Keep the pictures out, please, and set down every record exactly.

※

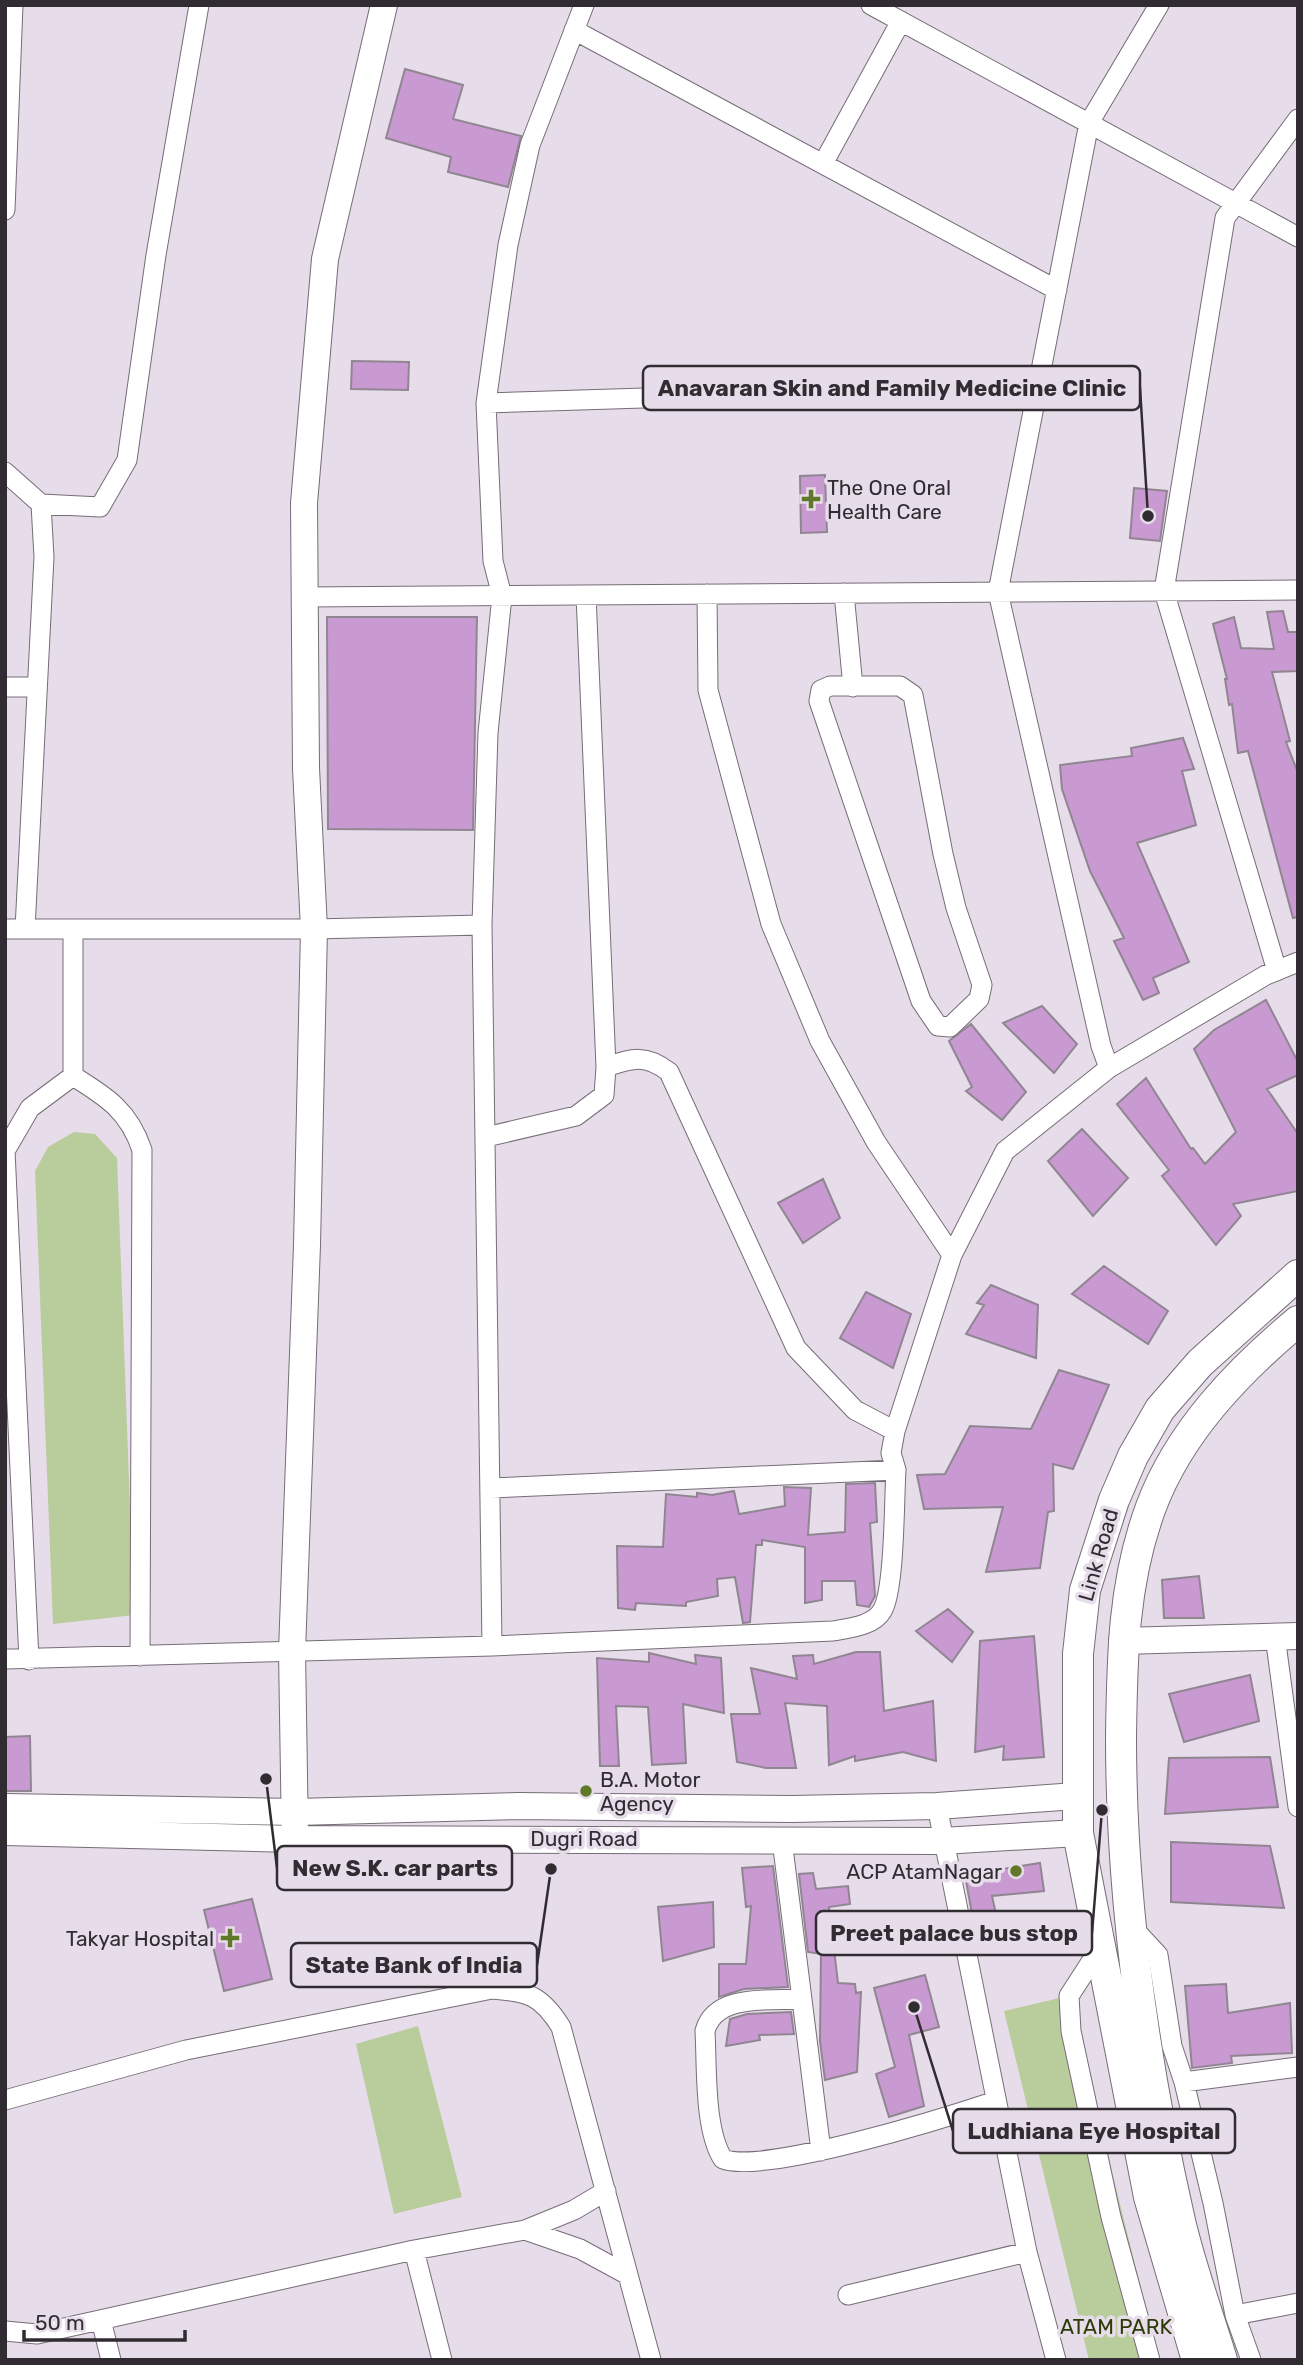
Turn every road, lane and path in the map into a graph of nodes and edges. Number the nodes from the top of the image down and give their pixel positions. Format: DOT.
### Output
graph roads {
  1 [pos="13,5"];
  2 [pos="200,5"];
  3 [pos="384,5"];
  4 [pos="584,5"];
  5 [pos="871,5"];
  6 [pos="1159,5"];
  7 [pos="901,21"];
  8 [pos="574,30"];
  9 [pos="1298,119"];
  10 [pos="1089,123"];
  11 [pos="824,162"];
  12 [pos="1236,203"];
  13 [pos="5,210"];
  14 [pos="1298,237"];
  15 [pos="1057,290"];
  16 [pos="1036,396"];
  17 [pos="486,403"];
  18 [pos="5,472"];
  19 [pos="41,504"];
  20 [pos="1298,590"];
  21 [pos="1164,591"];
  22 [pos="998,592"];
  23 [pos="844,593"];
  24 [pos="707,594"];
  25 [pos="586,595"];
  26 [pos="502,596"];
  27 [pos="303,597"];
  28 [pos="5,687"];
  29 [pos="35,687"];
  30 [pos="853,687"];
  31 [pos="482,925"];
  32 [pos="15,929"];
  33 [pos="73,929"];
  34 [pos="314,929"];
  35 [pos="1298,962"];
  36 [pos="1277,971"];
  37 [pos="606,1067"];
  38 [pos="1110,1068"];
  39 [pos="73,1076"];
  40 [pos="486,1137"];
  41 [pos="952,1255"];
  42 [pos="1298,1275"];
  43 [pos="1298,1321"];
  44 [pos="895,1430"];
  45 [pos="896,1470"];
  46 [pos="491,1488"];
  47 [pos="1287,1636"];
  48 [pos="1122,1641"];
  49 [pos="492,1646"];
  50 [pos="292,1651"];
  51 [pos="140,1656"];
  52 [pos="5,1659"];
  53 [pos="29,1660"];
  54 [pos="1076,1796"];
  55 [pos="937,1806"];
  56 [pos="5,1807"];
  57 [pos="1298,1807"];
  58 [pos="296,1812"];
  59 [pos="5,1832"];
  60 [pos="1078,1833"];
  61 [pos="295,1839"];
  62 [pos="782,1840"];
  63 [pos="942,1841"];
  64 [pos="1131,1926"];
  65 [pos="1102,1945"];
  66 [pos="802,1999"];
  67 [pos="1298,2067"];
  68 [pos="1184,2082"];
  69 [pos="5,2100"];
  70 [pos="996,2101"];
  71 [pos="821,2151"];
  72 [pos="606,2191"];
  73 [pos="525,2230"];
  74 [pos="414,2250"];
  75 [pos="1027,2252"];
  76 [pos="628,2276"];
  77 [pos="848,2295"];
  78 [pos="1298,2303"];
  79 [pos="1235,2315"];
  80 [pos="101,2320"];
  81 [pos="5,2331"];
  82 [pos="111,2360"];
  83 [pos="442,2360"];
  84 [pos="651,2360"];
  85 [pos="1056,2360"];
  86 [pos="1150,2360"];
  87 [pos="1196,2360"];
  88 [pos="1222,2360"];
  89 [pos="1251,2360"];
  1 -- 13 [label="street"];
  2 -- 19 [label="street"];
  3 -- 27 [label="street"];
  4 -- 8 [label="street"];
  5 -- 7 [label="street"];
  6 -- 10 [label="street"];
  7 -- 10 [label="street"];
  7 -- 11 [label="street"];
  8 -- 11 [label="street"];
  8 -- 17 [label="street"];
  9 -- 12 [label="street"];
  10 -- 12 [label="street"];
  10 -- 15 [label="street"];
  11 -- 15 [label="street"];
  12 -- 14 [label="street"];
  12 -- 21 [label="street"];
  15 -- 16 [label="street"];
  16 -- 17 [label="street"];
  16 -- 22 [label="street"];
  17 -- 26 [label="street"];
  18 -- 19 [label="street"];
  19 -- 29 [label="street"];
  20 -- 21 [label="street"];
  21 -- 22 [label="street"];
  21 -- 36 [label="street"];
  22 -- 23 [label="street"];
  22 -- 38 [label="street"];
  23 -- 24 [label="street"];
  23 -- 30 [label="street"];
  24 -- 25 [label="street"];
  24 -- 41 [label="street"];
  25 -- 26 [label="street"];
  25 -- 37 [label="street"];
  26 -- 27 [label="street"];
  26 -- 31 [label="street"];
  27 -- 34 [label="street"];
  28 -- 29 [label="street"];
  29 -- 32 [label="street"];
  30 -- 30 [label="street"];
  31 -- 34 [label="street"];
  31 -- 40 [label="street"];
  32 -- 33 [label="street"];
  33 -- 34 [label="street"];
  33 -- 39 [label="street"];
  34 -- 50 [label="street"];
  35 -- 36 [label="street"];
  36 -- 38 [label="street"];
  37 -- 40 [label="street"];
  37 -- 44 [label="street"];
  38 -- 41 [label="street"];
  39 -- 51 [label="street"];
  39 -- 53 [label="street"];
  40 -- 46 [label="street"];
  41 -- 44 [label="street"];
  42 -- 54 [label="main road, Link Road"];
  43 -- 48 [label="main road, Link Road"];
  44 -- 45 [label="street"];
  45 -- 46 [label="street"];
  45 -- 49 [label="street"];
  46 -- 49 [label="street"];
  47 -- 48 [label="street"];
  47 -- 57 [label="street"];
  48 -- 64 [label="main road, Link Road"];
  49 -- 50 [label="street"];
  50 -- 51 [label="street"];
  50 -- 58 [label="street"];
  51 -- 53 [label="street"];
  52 -- 53 [label="street"];
  54 -- 55 [label="street, Dugri Road"];
  54 -- 60 [label="main road, Link Road"];
  55 -- 58 [label="street, Dugri Road"];
  55 -- 63 [label="street"];
  56 -- 58 [label="street, Dugri Road"];
  58 -- 61 [label="street"];
  59 -- 61 [label="street, Dugri Road"];
  60 -- 63 [label="street, Dugri Road"];
  60 -- 65 [label="main road, Link Road"];
  61 -- 62 [label="street, Dugri Road"];
  62 -- 63 [label="street, Dugri Road"];
  62 -- 66 [label="street"];
  63 -- 70 [label="street"];
  64 -- 68 [label="street"];
  64 -- 88 [label="main road, Link Road"];
  65 -- 86 [label="street"];
  65 -- 87 [label="main road, Link Road"];
  66 -- 71 [label="street"];
  66 -- 71 [label="street"];
  67 -- 68 [label="street"];
  68 -- 79 [label="street"];
  69 -- 72 [label="street"];
  70 -- 71 [label="street"];
  70 -- 75 [label="street"];
  72 -- 73 [label="street"];
  72 -- 76 [label="street"];
  73 -- 74 [label="street"];
  73 -- 76 [label="street"];
  74 -- 80 [label="street"];
  74 -- 83 [label="street"];
  75 -- 77 [label="street"];
  75 -- 85 [label="street"];
  76 -- 84 [label="street"];
  78 -- 79 [label="street"];
  79 -- 89 [label="street"];
  80 -- 81 [label="street"];
  80 -- 82 [label="street"];
}
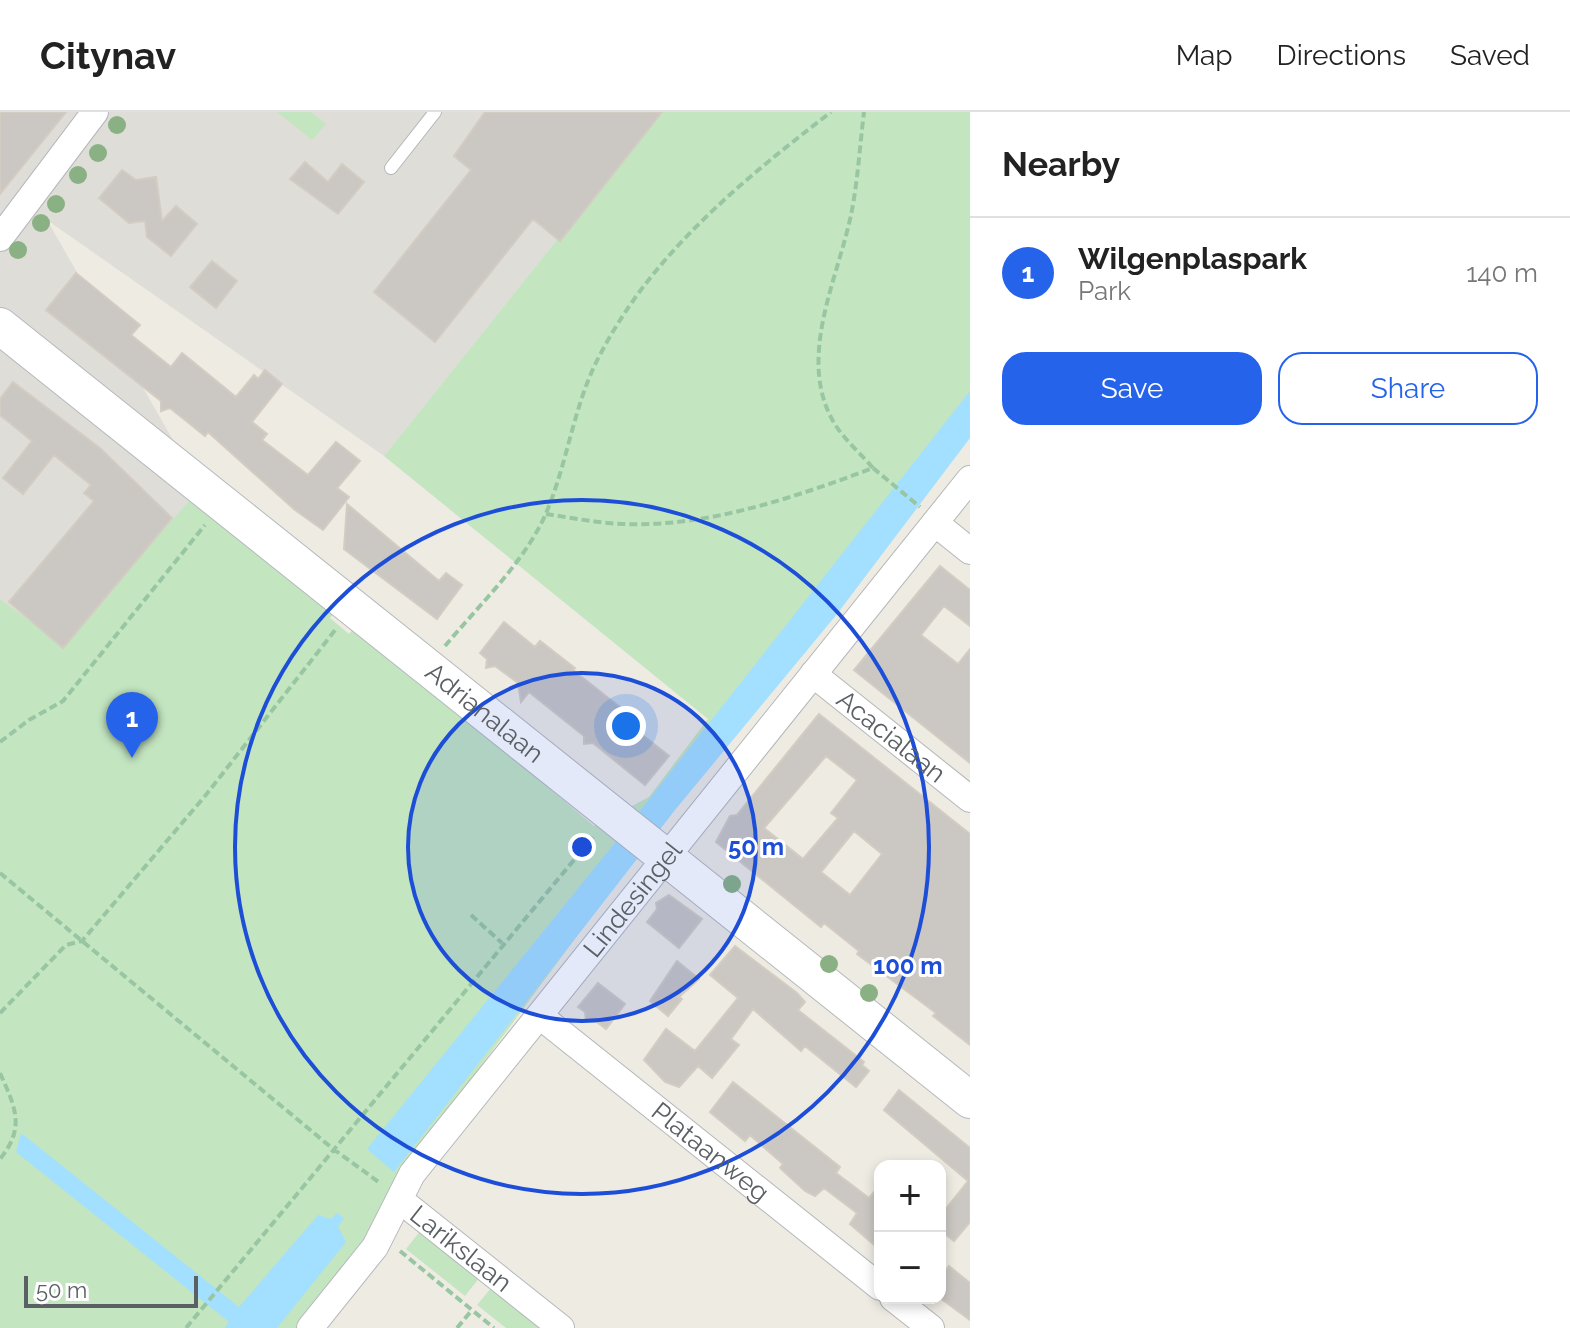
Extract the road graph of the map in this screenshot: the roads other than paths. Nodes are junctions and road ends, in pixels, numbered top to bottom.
1 (95, 112) edge
2 (435, 112) edge
3 (391, 168) dead end
4 (0, 238) edge
5 (2, 330) edge
6 (970, 479) edge
7 (932, 519) junction
8 (970, 551) edge
9 (813, 674) junction
10 (970, 799) edge
11 (661, 855) junction
12 (540, 1016) junction
13 (970, 1100) edge
14 (400, 1200) junction
15 (874, 1282) edge
16 (901, 1304) edge
17 (310, 1328) edge
18 (561, 1328) edge
19 (931, 1328) edge

1 - 4 street
2 - 3 lane
5 - 11 street, Adrianalaan
6 - 7 street, Lindesingel
7 - 8 street
7 - 9 street, Lindesingel
9 - 10 street, Acacialaan
9 - 11 street, Lindesingel
11 - 12 street, Lindesingel
11 - 13 street, Adrianalaan
12 - 14 street, Lindesingel
12 - 15 street, Plataanweg
14 - 17 street, Lindesingel
14 - 18 street, Larikslaan
16 - 19 street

※

Answer below –
Turn every road, lane and path in the map into a graph of nodes and edges. Number the nodes from the top of the image down and give their pixel positions. Format: DOT.
### Output
graph roads {
  1 [pos="13,5"];
  2 [pos="200,5"];
  3 [pos="384,5"];
  4 [pos="584,5"];
  5 [pos="871,5"];
  6 [pos="1159,5"];
  7 [pos="901,21"];
  8 [pos="574,30"];
  9 [pos="1298,119"];
  10 [pos="1089,123"];
  11 [pos="824,162"];
  12 [pos="1236,203"];
  13 [pos="5,210"];
  14 [pos="1298,237"];
  15 [pos="1057,290"];
  16 [pos="1036,396"];
  17 [pos="486,403"];
  18 [pos="5,472"];
  19 [pos="41,504"];
  20 [pos="1298,590"];
  21 [pos="1164,591"];
  22 [pos="998,592"];
  23 [pos="844,593"];
  24 [pos="707,594"];
  25 [pos="586,595"];
  26 [pos="502,596"];
  27 [pos="303,597"];
  28 [pos="5,687"];
  29 [pos="35,687"];
  30 [pos="853,687"];
  31 [pos="482,925"];
  32 [pos="15,929"];
  33 [pos="73,929"];
  34 [pos="314,929"];
  35 [pos="1298,962"];
  36 [pos="1277,971"];
  37 [pos="606,1067"];
  38 [pos="1110,1068"];
  39 [pos="73,1076"];
  40 [pos="486,1137"];
  41 [pos="952,1255"];
  42 [pos="1298,1275"];
  43 [pos="1298,1321"];
  44 [pos="895,1430"];
  45 [pos="896,1470"];
  46 [pos="491,1488"];
  47 [pos="1287,1636"];
  48 [pos="1122,1641"];
  49 [pos="492,1646"];
  50 [pos="292,1651"];
  51 [pos="140,1656"];
  52 [pos="5,1659"];
  53 [pos="29,1660"];
  54 [pos="1076,1796"];
  55 [pos="937,1806"];
  56 [pos="5,1807"];
  57 [pos="1298,1807"];
  58 [pos="296,1812"];
  59 [pos="5,1832"];
  60 [pos="1078,1833"];
  61 [pos="295,1839"];
  62 [pos="782,1840"];
  63 [pos="942,1841"];
  64 [pos="1131,1926"];
  65 [pos="1102,1945"];
  66 [pos="802,1999"];
  67 [pos="1298,2067"];
  68 [pos="1184,2082"];
  69 [pos="5,2100"];
  70 [pos="996,2101"];
  71 [pos="821,2151"];
  72 [pos="606,2191"];
  73 [pos="525,2230"];
  74 [pos="414,2250"];
  75 [pos="1027,2252"];
  76 [pos="628,2276"];
  77 [pos="848,2295"];
  78 [pos="1298,2303"];
  79 [pos="1235,2315"];
  80 [pos="101,2320"];
  81 [pos="5,2331"];
  82 [pos="111,2360"];
  83 [pos="442,2360"];
  84 [pos="651,2360"];
  85 [pos="1056,2360"];
  86 [pos="1150,2360"];
  87 [pos="1196,2360"];
  88 [pos="1222,2360"];
  89 [pos="1251,2360"];
  1 -- 13 [label="street"];
  2 -- 19 [label="street"];
  3 -- 27 [label="street"];
  4 -- 8 [label="street"];
  5 -- 7 [label="street"];
  6 -- 10 [label="street"];
  7 -- 10 [label="street"];
  7 -- 11 [label="street"];
  8 -- 11 [label="street"];
  8 -- 17 [label="street"];
  9 -- 12 [label="street"];
  10 -- 12 [label="street"];
  10 -- 15 [label="street"];
  11 -- 15 [label="street"];
  12 -- 14 [label="street"];
  12 -- 21 [label="street"];
  15 -- 16 [label="street"];
  16 -- 17 [label="street"];
  16 -- 22 [label="street"];
  17 -- 26 [label="street"];
  18 -- 19 [label="street"];
  19 -- 29 [label="street"];
  20 -- 21 [label="street"];
  21 -- 22 [label="street"];
  21 -- 36 [label="street"];
  22 -- 23 [label="street"];
  22 -- 38 [label="street"];
  23 -- 24 [label="street"];
  23 -- 30 [label="street"];
  24 -- 25 [label="street"];
  24 -- 41 [label="street"];
  25 -- 26 [label="street"];
  25 -- 37 [label="street"];
  26 -- 27 [label="street"];
  26 -- 31 [label="street"];
  27 -- 34 [label="street"];
  28 -- 29 [label="street"];
  29 -- 32 [label="street"];
  30 -- 30 [label="street"];
  31 -- 34 [label="street"];
  31 -- 40 [label="street"];
  32 -- 33 [label="street"];
  33 -- 34 [label="street"];
  33 -- 39 [label="street"];
  34 -- 50 [label="street"];
  35 -- 36 [label="street"];
  36 -- 38 [label="street"];
  37 -- 40 [label="street"];
  37 -- 44 [label="street"];
  38 -- 41 [label="street"];
  39 -- 51 [label="street"];
  39 -- 53 [label="street"];
  40 -- 46 [label="street"];
  41 -- 44 [label="street"];
  42 -- 54 [label="main road, Link Road"];
  43 -- 48 [label="main road, Link Road"];
  44 -- 45 [label="street"];
  45 -- 46 [label="street"];
  45 -- 49 [label="street"];
  46 -- 49 [label="street"];
  47 -- 48 [label="street"];
  47 -- 57 [label="street"];
  48 -- 64 [label="main road, Link Road"];
  49 -- 50 [label="street"];
  50 -- 51 [label="street"];
  50 -- 58 [label="street"];
  51 -- 53 [label="street"];
  52 -- 53 [label="street"];
  54 -- 55 [label="street, Dugri Road"];
  54 -- 60 [label="main road, Link Road"];
  55 -- 58 [label="street, Dugri Road"];
  55 -- 63 [label="street"];
  56 -- 58 [label="street, Dugri Road"];
  58 -- 61 [label="street"];
  59 -- 61 [label="street, Dugri Road"];
  60 -- 63 [label="street, Dugri Road"];
  60 -- 65 [label="main road, Link Road"];
  61 -- 62 [label="street, Dugri Road"];
  62 -- 63 [label="street, Dugri Road"];
  62 -- 66 [label="street"];
  63 -- 70 [label="street"];
  64 -- 68 [label="street"];
  64 -- 88 [label="main road, Link Road"];
  65 -- 86 [label="street"];
  65 -- 87 [label="main road, Link Road"];
  66 -- 71 [label="street"];
  66 -- 71 [label="street"];
  67 -- 68 [label="street"];
  68 -- 79 [label="street"];
  69 -- 72 [label="street"];
  70 -- 71 [label="street"];
  70 -- 75 [label="street"];
  72 -- 73 [label="street"];
  72 -- 76 [label="street"];
  73 -- 74 [label="street"];
  73 -- 76 [label="street"];
  74 -- 80 [label="street"];
  74 -- 83 [label="street"];
  75 -- 77 [label="street"];
  75 -- 85 [label="street"];
  76 -- 84 [label="street"];
  78 -- 79 [label="street"];
  79 -- 89 [label="street"];
  80 -- 81 [label="street"];
  80 -- 82 [label="street"];
}
Extract the road graph of the map in this screenshot: the roads other than paths. Nodes are junctions and road ends, in pixels, numbered top to bottom.
1 (95, 112) edge
2 (435, 112) edge
3 (391, 168) dead end
4 (0, 238) edge
5 (2, 330) edge
6 (970, 479) edge
7 (932, 519) junction
8 (970, 551) edge
9 (813, 674) junction
10 (970, 799) edge
11 (661, 855) junction
12 (540, 1016) junction
13 (970, 1100) edge
14 (400, 1200) junction
15 (874, 1282) edge
16 (901, 1304) edge
17 (310, 1328) edge
18 (561, 1328) edge
19 (931, 1328) edge

1 - 4 street
2 - 3 lane
5 - 11 street, Adrianalaan
6 - 7 street, Lindesingel
7 - 8 street
7 - 9 street, Lindesingel
9 - 10 street, Acacialaan
9 - 11 street, Lindesingel
11 - 12 street, Lindesingel
11 - 13 street, Adrianalaan
12 - 14 street, Lindesingel
12 - 15 street, Plataanweg
14 - 17 street, Lindesingel
14 - 18 street, Larikslaan
16 - 19 street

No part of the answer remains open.